I live every moment in terror because one of these days I’m going to lose. Will it be my midnight fight with the knife, or my coherent thought because that which is me, my memories, my experiences, my mind, has slipped away through the cracks and I can’t get it back?
I look up to my fellow writers who’ve been wonderful in including me in their midst and I’m even getting over the imposter syndrome. I am a writer, and I’m good at it. But I can’t be a panelist like them at conventions. Those pesky words again that don’t come out of my mouth especially if I get nervous.
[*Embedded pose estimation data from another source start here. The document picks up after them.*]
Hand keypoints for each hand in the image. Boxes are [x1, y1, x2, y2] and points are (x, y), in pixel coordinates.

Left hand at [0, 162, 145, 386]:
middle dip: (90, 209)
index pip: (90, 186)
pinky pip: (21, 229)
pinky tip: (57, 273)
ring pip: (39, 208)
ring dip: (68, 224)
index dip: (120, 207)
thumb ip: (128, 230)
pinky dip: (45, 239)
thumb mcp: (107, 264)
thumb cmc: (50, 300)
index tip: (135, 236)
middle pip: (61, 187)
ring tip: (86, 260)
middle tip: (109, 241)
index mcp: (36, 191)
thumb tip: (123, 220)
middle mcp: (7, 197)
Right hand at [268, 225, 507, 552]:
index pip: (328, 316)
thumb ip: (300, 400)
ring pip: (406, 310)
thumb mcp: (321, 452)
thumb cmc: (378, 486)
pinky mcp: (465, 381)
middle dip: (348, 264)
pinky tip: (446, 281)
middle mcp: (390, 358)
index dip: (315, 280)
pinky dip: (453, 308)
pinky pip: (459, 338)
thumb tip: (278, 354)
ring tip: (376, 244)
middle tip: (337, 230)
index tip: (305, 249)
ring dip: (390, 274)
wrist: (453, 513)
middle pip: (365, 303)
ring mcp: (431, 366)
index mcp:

And nervous doesn’t even touch on the terror involved in going to a Con. And I hurt because I can’t do what they do, be what they are.
I know its foolish to want to be. I’m me. And I’m damn good at what I do. I have my own magic and I help people with it. I am appreciated and I am loved. I’m one of the lucky ones. It could be so much worse.
But look at that shiny knife.
Don’t pick it up.
Not today.

I’m holding onto the Light.


One response to “Not Today

  1. You are a special, talented, compassionate, loving, caring, conglomerate of what makes you Calandra. I am proud to know you just as you are. You are a fighter and I’m right there with you anytime you need anything.